Comme le note FranceAgriMer dans son enquête sur la consommation de vin en France en 2022, « la consommation de bière s'ancre dans le quotidien, avec une augmentation de la consommation régulière, en semaine comme le week-end ».

Dans sa publication de 2020 «  Les dépenses des ménages en boissons depuis 1960 », l'Insee souligne qu'« en 2018, les ménages consacrent 2,9 % de leur budget aux boissons consommées à domicile. Cette part a fortement baissé en 60 ans ; elle s'élevait à 6,4 % en 1960. Les préférences des consommateurs ont évolué : dans le budget boissons, la part des dépenses en boissons alcoolisées s'est réduite au profit des boissons non alcoolisées. En moyenne, par an, un ménage français dépense 476 euros en boissons non alcoolisées et 707 euros en boissons alcoolisées. (...) Les plus jeunes se tournent davantage vers la bière et les plus modestes consomment plus de sodas. »

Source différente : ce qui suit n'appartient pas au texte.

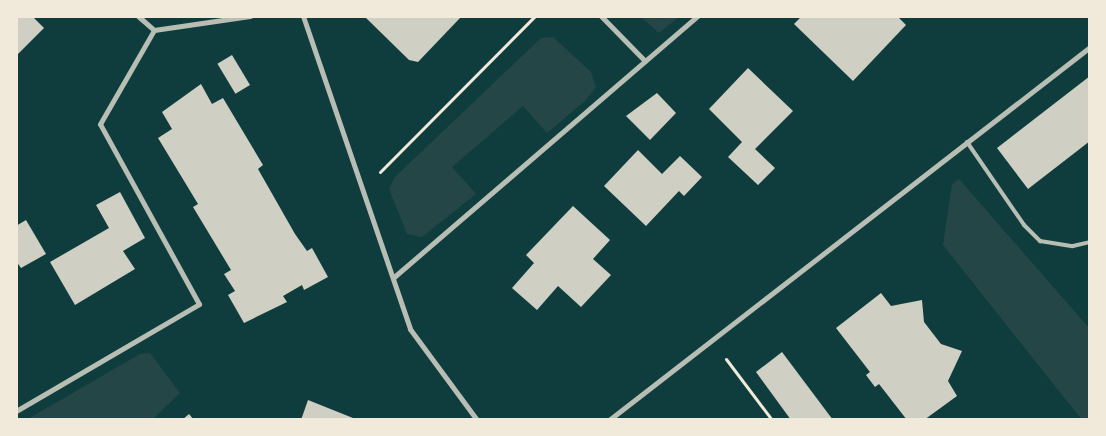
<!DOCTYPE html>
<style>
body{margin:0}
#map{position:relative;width:1106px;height:436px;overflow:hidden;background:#0f3d3e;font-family:Spectral,serif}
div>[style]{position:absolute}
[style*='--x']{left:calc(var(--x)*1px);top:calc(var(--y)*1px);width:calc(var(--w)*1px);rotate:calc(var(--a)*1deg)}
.green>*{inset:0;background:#244646}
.building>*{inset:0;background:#cfcfc3;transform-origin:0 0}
.path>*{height:3px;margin:-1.5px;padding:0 1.5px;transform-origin:1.5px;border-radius:1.5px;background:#f1e9da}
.service>*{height:4px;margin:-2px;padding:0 2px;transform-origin:2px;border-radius:2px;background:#b8beb3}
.minor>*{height:5px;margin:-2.5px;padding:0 2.5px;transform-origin:2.5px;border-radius:2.5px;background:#b8beb3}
span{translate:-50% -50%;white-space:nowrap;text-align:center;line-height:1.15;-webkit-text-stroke:5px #f1e9da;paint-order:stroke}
.frame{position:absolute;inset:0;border:18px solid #f1e9da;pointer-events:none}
</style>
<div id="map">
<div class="green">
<i style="clip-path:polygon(640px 16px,680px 16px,659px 33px)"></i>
<i style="clip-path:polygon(553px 37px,591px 72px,596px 87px,586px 100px,547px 133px,523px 106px,452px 167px,476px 194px,422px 237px,407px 234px,389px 189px,395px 177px,541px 38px)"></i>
<i style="clip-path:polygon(959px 179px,1090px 329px,1090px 420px,1082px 420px,943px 245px,952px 184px)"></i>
<i style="clip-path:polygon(150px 353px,180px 393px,152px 420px,26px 420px,140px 354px)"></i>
</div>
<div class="building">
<i style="clip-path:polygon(16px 16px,32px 16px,44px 28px,16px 56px)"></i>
<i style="clip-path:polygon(364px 16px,458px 16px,460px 18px,418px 62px,409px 60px)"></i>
<i style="clip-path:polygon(802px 16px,897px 16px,906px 25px,853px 81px,794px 24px)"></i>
<i style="left:232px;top:55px;width:35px;height:17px;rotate:59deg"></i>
<i style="clip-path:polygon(748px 68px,793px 111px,755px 149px,775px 168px,758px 185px,728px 157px,742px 142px,709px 109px)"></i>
<i style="clip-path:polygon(1090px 76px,1090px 141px,1028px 189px,997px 148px)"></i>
<i style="clip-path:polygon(201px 84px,212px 104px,223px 98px,263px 165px,258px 169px,295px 234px,307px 251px,312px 248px,328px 277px,304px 290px,302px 285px,283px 296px,287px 302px,244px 323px,228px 295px,235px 291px,224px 274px,231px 270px,193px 207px,198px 204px,158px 138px,172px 129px,162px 112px)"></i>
<i style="clip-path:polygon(657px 93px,676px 113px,650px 140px,626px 116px)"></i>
<i style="clip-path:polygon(638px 150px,662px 174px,680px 156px,702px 177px,684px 196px,679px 191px,646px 226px,604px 186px)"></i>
<i style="clip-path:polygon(120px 192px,145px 238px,123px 251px,135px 269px,75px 305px,50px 262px,109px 228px,96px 205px)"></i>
<i style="clip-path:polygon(573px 206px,610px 240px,593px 259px,611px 275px,581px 307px,558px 286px,537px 310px,512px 288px,534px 263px,526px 255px)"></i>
<i style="clip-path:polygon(26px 220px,46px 254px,21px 268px,16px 261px,16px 226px)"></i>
<i style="clip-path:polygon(881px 293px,891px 306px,922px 300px,924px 322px,941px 344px,962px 351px,948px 381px,957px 396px,924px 420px,907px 420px,879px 384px,875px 387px,866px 375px,870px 372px,836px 328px)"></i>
<i style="clip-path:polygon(782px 352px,833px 420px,791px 420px,756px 372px)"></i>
<i style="clip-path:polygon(308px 400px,358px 420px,301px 420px)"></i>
<i style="clip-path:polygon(189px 414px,194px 420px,182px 420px)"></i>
</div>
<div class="path">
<i style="--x:380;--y:172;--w:220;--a:-45.2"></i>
<i style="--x:726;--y:359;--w:76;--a:53"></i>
</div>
<div class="service">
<i style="--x:967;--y:142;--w:101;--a:55.5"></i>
<i style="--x:1024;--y:225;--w:23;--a:45"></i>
<i style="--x:1040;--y:241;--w:33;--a:9"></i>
<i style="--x:1073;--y:246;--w:17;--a:-13"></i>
</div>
<div class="minor">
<i style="--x:138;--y:16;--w:21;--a:41"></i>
<i style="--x:154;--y:30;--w:97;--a:-8.3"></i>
<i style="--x:303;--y:16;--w:331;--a:71.1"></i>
<i style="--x:410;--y:329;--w:113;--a:53.6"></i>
<i style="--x:601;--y:16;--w:63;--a:45.6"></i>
<i style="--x:394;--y:277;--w:400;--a:-40.7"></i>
<i style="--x:16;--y:411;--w:212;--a:-30.3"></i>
<i style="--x:199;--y:304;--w:205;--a:-118.8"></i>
<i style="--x:100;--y:124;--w:108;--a:-60.1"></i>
<i style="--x:609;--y:420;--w:609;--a:-37.79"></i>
</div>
<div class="frame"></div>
</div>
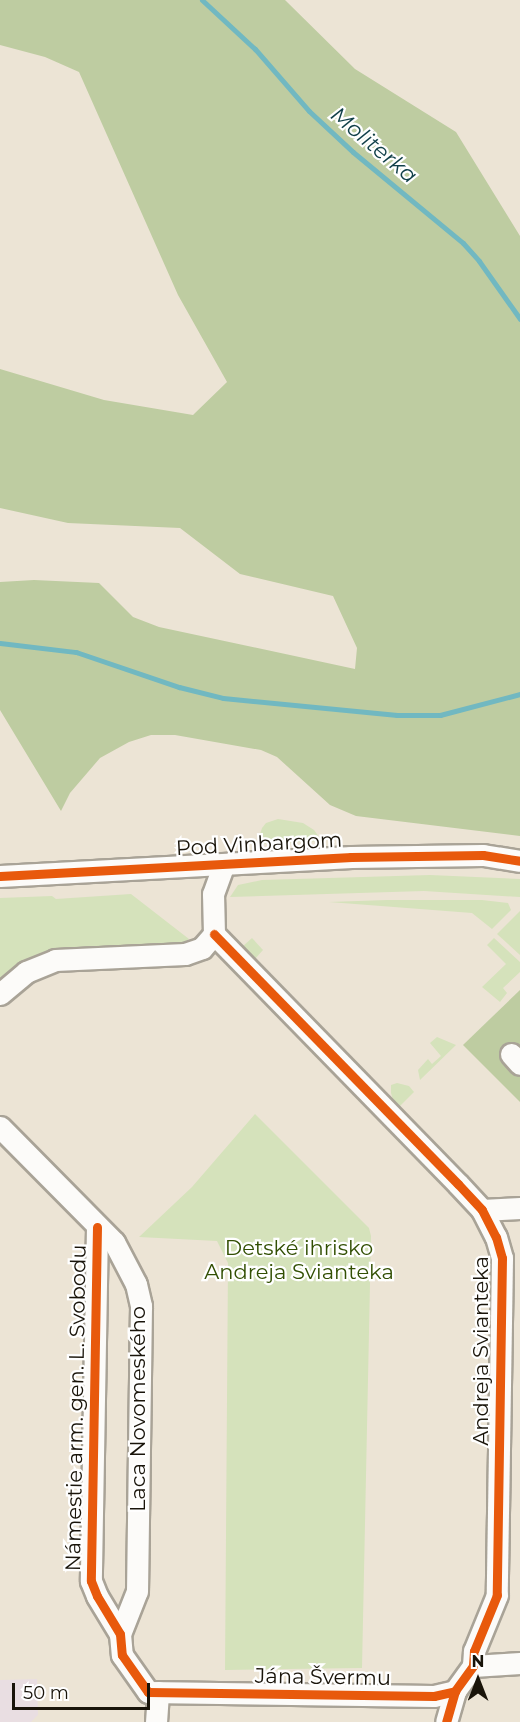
<!DOCTYPE html>
<meta charset="utf-8">
<style>
body{margin:0}
#map{position:relative;width:520px;height:1722px;overflow:hidden;background:#ece4d5;font-family:Montserrat,sans-serif}
div>[style]{position:absolute}
.education>*{inset:0;background:#e9dee2}
.green>*{inset:0;background:#d5e2bb}
.forest>*{inset:0;background:#becca1}
.stream>*{height:5px;margin:-2.5px;padding:0 2.5px;transform-origin:2.5px;border-radius:2.5px;background:#71b8c1}
.roads{filter:drop-shadow(2px 0 #a9a397) drop-shadow(-2px 0 #a9a397) drop-shadow(0 2px #a9a397) drop-shadow(0 -2px #a9a397)}
.minor>*{height:21px;margin:-10.5px;padding:0 10.5px;transform-origin:10.5px;border-radius:10.5px;background:#fcfbf9}
.cycleway>*{height:9px;margin:-4.5px;padding:0 4.5px;transform-origin:4.5px;border-radius:4.5px;background:#e8590c}
span{translate:-50% -50%;white-space:nowrap;text-align:center;line-height:1.15;-webkit-text-stroke:4.5px #fff;paint-order:stroke}
.street-label{font-size:21px;color:#19140a}
.park-label{font-size:21px;color:#324f03}
.water-label{font-size:22px;color:#103f48;font-style:italic}
.north{position:absolute;left:448px;top:1650px;width:60px;height:60px;-webkit-text-stroke:4px #fff;paint-order:stroke;rotate:0deg;font-size:16px;font-weight:700;line-height:24px;text-align:center;color:#19140a}
.north::after{content:'';display:block;margin:auto;width:21px;height:27px;background:#19140a;clip-path:polygon(50% 0,100% 100%,50% 72%,0 100%)}
.scale{position:absolute;left:12px;top:1683px;width:138px;height:27px;box-sizing:border-box;border:3px solid #19140a;border-top:0;padding-left:8px;font-size:18px;line-height:21px;white-space:nowrap;color:#19140a;-webkit-text-stroke:4px #fff;paint-order:stroke}
</style>
<div id="map">
<div class="education">
<i style="clip-path:polygon(37px 1679px,38px 1715px,31px 1722px,0 1722px,0 1680px)"></i>
</div>
<div class="green">
<i style="clip-path:polygon(278px 819px,303px 823px,314px 830px,322px 841px,261px 844px,259px 837px,262px 828px,266px 823px)"></i>
<i style="clip-path:polygon(430px 875px,520px 879px,520px 897px,424px 891px,230px 897px,238px 885px,262px 880px)"></i>
<i style="clip-path:polygon(131px 894px,189px 939px,182px 944px,46px 952px,31px 958px,0 981px,0 898px,52px 896px,56px 899px)"></i>
<i style="clip-path:polygon(387px 900px,482px 900px,508px 903px,511px 910px,492px 929px,472px 913px,329px 902px)"></i>
<i style="clip-path:polygon(520px 911px,520px 955px,497px 934px)"></i>
<i style="clip-path:polygon(252px 938px,263px 950px,254px 960px,242px 947px)"></i>
<i style="clip-path:polygon(494px 938px,520px 962px,520px 972px,503px 988px,507px 993px,500px 1002px,482px 987px,506px 964px,487px 945px)"></i>
<i style="clip-path:polygon(437px 1037px,456px 1045px,420px 1080px,418px 1070px,428px 1059px,432px 1064px,441px 1056px,430px 1043px)"></i>
<i style="clip-path:polygon(397px 1083px,409px 1086px,414px 1092px,400px 1106px,393px 1100px,391px 1093px,391px 1085px)"></i>
<i style="clip-path:polygon(255px 1114px,369px 1228px,371px 1236px,362px 1668px,225px 1670px,228px 1263px,217px 1241px,139px 1237px,192px 1187px)"></i>
</div>
<div class="forest">
<i style="clip-path:polygon(0 0,285px 0,355px 69px,456px 132px,520px 236px,520px 836px,356px 816px,330px 805px,277px 757px,261px 750px,175px 735px,151px 735px,129px 742px,100px 758px,70px 793px,61px 811px,0 710px,0 582px,34px 580px,99px 583px,133px 617px,159px 627px,355px 669px,357px 648px,333px 596px,240px 574px,180px 528px,68px 523px,0 508px,0 369px,104px 400px,193px 415px,227px 382px,178px 295px,79px 72px,45px 57px,0 45px)"></i>
<i style="clip-path:polygon(520px 990px,520px 1102px,463px 1045px)"></i>
</div>
<div class="stream">
<i style="left:202px;top:0;width:72px;rotate:42.8deg"></i>
<i style="left:255px;top:49px;width:82px;rotate:48.9deg"></i>
<i style="left:309px;top:111px;width:60px;rotate:43deg"></i>
<i style="left:353px;top:152px;width:143px;rotate:39.6deg"></i>
<i style="left:463px;top:243px;width:24px;rotate:48deg"></i>
<i style="left:479px;top:261px;width:71px;rotate:54.7deg"></i>
<i style="left:0;top:643px;width:77px;rotate:6.8deg"></i>
<i style="left:76px;top:652px;width:109px;rotate:18.8deg"></i>
<i style="left:179px;top:687px;width:45px;rotate:14deg"></i>
<i style="left:223px;top:698px;width:175px;rotate:5.6deg"></i>
<i style="left:397px;top:715px;width:43px"></i>
<i style="left:440px;top:715px;width:83px;rotate:-14.7deg"></i>
</div>
<div class="roads">
<div class="minor">
<i style="left:0;top:876px;width:352px;rotate:-3.1deg"></i>
<i style="left:351px;top:857px;width:132px;rotate:-0.9deg"></i>
<i style="left:483px;top:855px;width:37px;rotate:9deg"></i>
<i style="left:214px;top:934px;width:349px;rotate:45.7deg"></i>
<i style="left:458px;top:1184px;width:35px;rotate:47deg"></i>
<i style="left:482px;top:1210px;width:30px;rotate:63deg"></i>
<i style="left:496px;top:1237px;width:22px;rotate:74deg"></i>
<i style="left:502px;top:1258px;width:337px;rotate:90.9deg"></i>
<i style="left:497px;top:1595px;width:61px;rotate:112.3deg"></i>
<i style="left:474px;top:1651px;width:15px;rotate:94deg"></i>
<i style="left:473px;top:1666px;width:31px;rotate:126deg"></i>
<i style="left:455px;top:1691px;width:32px;rotate:106deg"></i>
<i style="left:214px;top:934px;width:40px;rotate:-91.4deg"></i>
<i style="left:213px;top:894px;width:32px;rotate:-70deg"></i>
<i style="left:0;top:994px;width:34px;rotate:-40deg"></i>
<i style="left:26px;top:972px;width:31px;rotate:-22deg"></i>
<i style="left:55px;top:960px;width:130px;rotate:-2.6deg"></i>
<i style="left:185px;top:954px;width:18px;rotate:-19deg"></i>
<i style="left:202px;top:948px;width:18px;rotate:-49deg"></i>
<i style="left:511px;top:1054px;width:13px;rotate:48deg"></i>
<i style="left:0;top:1127px;width:162px;rotate:45.3deg"></i>
<i style="left:114px;top:1242px;width:47px;rotate:62.4deg"></i>
<i style="left:136px;top:1284px;width:23px;rotate:77deg"></i>
<i style="left:141px;top:1306px;width:285px;rotate:90.8deg"></i>
<i style="left:137px;top:1591px;width:46px;rotate:111.6deg"></i>
<i style="left:482px;top:1210px;width:38px;rotate:-3deg"></i>
<i style="left:97px;top:1227px;width:354px;rotate:91deg"></i>
<i style="left:91px;top:1581px;width:16px;rotate:68deg"></i>
<i style="left:97px;top:1596px;width:44px;rotate:58.8deg"></i>
<i style="left:120px;top:1634px;width:21px;rotate:85deg"></i>
<i style="left:122px;top:1655px;width:45px;rotate:54.9deg"></i>
<i style="left:148px;top:1692px;width:286px;rotate:0.8deg"></i>
<i style="left:434px;top:1696px;width:22px;rotate:-13deg"></i>
<i style="left:473px;top:1666px;width:47px;rotate:-3.7deg"></i>
<i style="left:156px;top:1722px;width:30px;rotate:-86deg"></i>
</div>
</div>
<div class="cycleway">
<i style="left:0;top:876px;width:352px;rotate:-3.1deg"></i>
<i style="left:351px;top:857px;width:132px;rotate:-0.9deg"></i>
<i style="left:483px;top:855px;width:37px;rotate:9deg"></i>
<i style="left:214px;top:934px;width:349px;rotate:45.7deg"></i>
<i style="left:458px;top:1184px;width:35px;rotate:47deg"></i>
<i style="left:482px;top:1210px;width:30px;rotate:63deg"></i>
<i style="left:496px;top:1237px;width:22px;rotate:74deg"></i>
<i style="left:502px;top:1258px;width:337px;rotate:90.9deg"></i>
<i style="left:497px;top:1595px;width:61px;rotate:112.3deg"></i>
<i style="left:474px;top:1651px;width:15px;rotate:94deg"></i>
<i style="left:473px;top:1666px;width:31px;rotate:126deg"></i>
<i style="left:455px;top:1691px;width:32px;rotate:106deg"></i>
<i style="left:97px;top:1227px;width:354px;rotate:91deg"></i>
<i style="left:91px;top:1581px;width:16px;rotate:68deg"></i>
<i style="left:97px;top:1596px;width:44px;rotate:58.8deg"></i>
<i style="left:120px;top:1634px;width:21px;rotate:85deg"></i>
<i style="left:122px;top:1655px;width:45px;rotate:54.9deg"></i>
<i style="left:148px;top:1692px;width:286px;rotate:0.8deg"></i>
<i style="left:434px;top:1696px;width:22px;rotate:-13deg"></i>
</div>
<div class="street-label">
<span style="left:259px;top:844px;rotate:-3deg">Pod Vinbargom</span>
<span style="left:481px;top:1351px;rotate:-90deg">Andreja Svianteka</span>
<span style="left:76px;top:1408px;rotate:-89deg">Námestie arm. gen. L. Svobodu</span>
<span style="left:138px;top:1409px;rotate:-90deg">Laca Novomeského</span>
<span style="left:323px;top:1677px;rotate:1deg">Jána Švermu</span>
</div>
<div class="park-label">
<span style="left:299px;top:1260px">Detské ihrisko<br>Andreja Svianteka</span>
</div>
<div class="water-label">
<span style="left:374px;top:145px;rotate:40deg">Moliterka</span>
</div>
<div class="north">N</div>
<div class="scale">50 m</div>
</div>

Cette dynamique du marché des boissons non alcoolisées est portée par de récentes initiatives associatives ayant un écho grandissant, à l'image du « janvier sans alcool », ou « dry january »46(*).

Moins extrême que l'invitation à stopper toute consommation d'alcool, et selon une enquête du cabinet de consultants Nutrimarketing de février 2025, la tendance « NoLo », pour « No alcohol - low alcohol » s'accroît, surtout auprès des consommateurs les plus jeunes. On y apprend que ce marché atteint déjà 11 Md€ et qu'il devrait croître en moyenne de 7 % par an jusqu'en 2029. Sur ce marché du « NoLo », là aussi la bière a su tirer son avantage, par la création d'un segment sans alcool depuis de nombreuses années maintenant.


* 42 Les données présentées dans cette partie sont, pour l'essentiel, issues de la contribution du conseiller agricole de l'ambassade de France en Chine.

* 43 Soit environ 0,14 % de la SAU totale du pays.

* 44 Allemagne, Espagne, Italie, Portugal.

* 45 Afrique du Sud, Argentine, Australie, Chili, Etats-Unis, Nouvelle-Zélande.

* 46 Initialement imaginé en 2013 par l'organisation anglais Alcohol Change UK.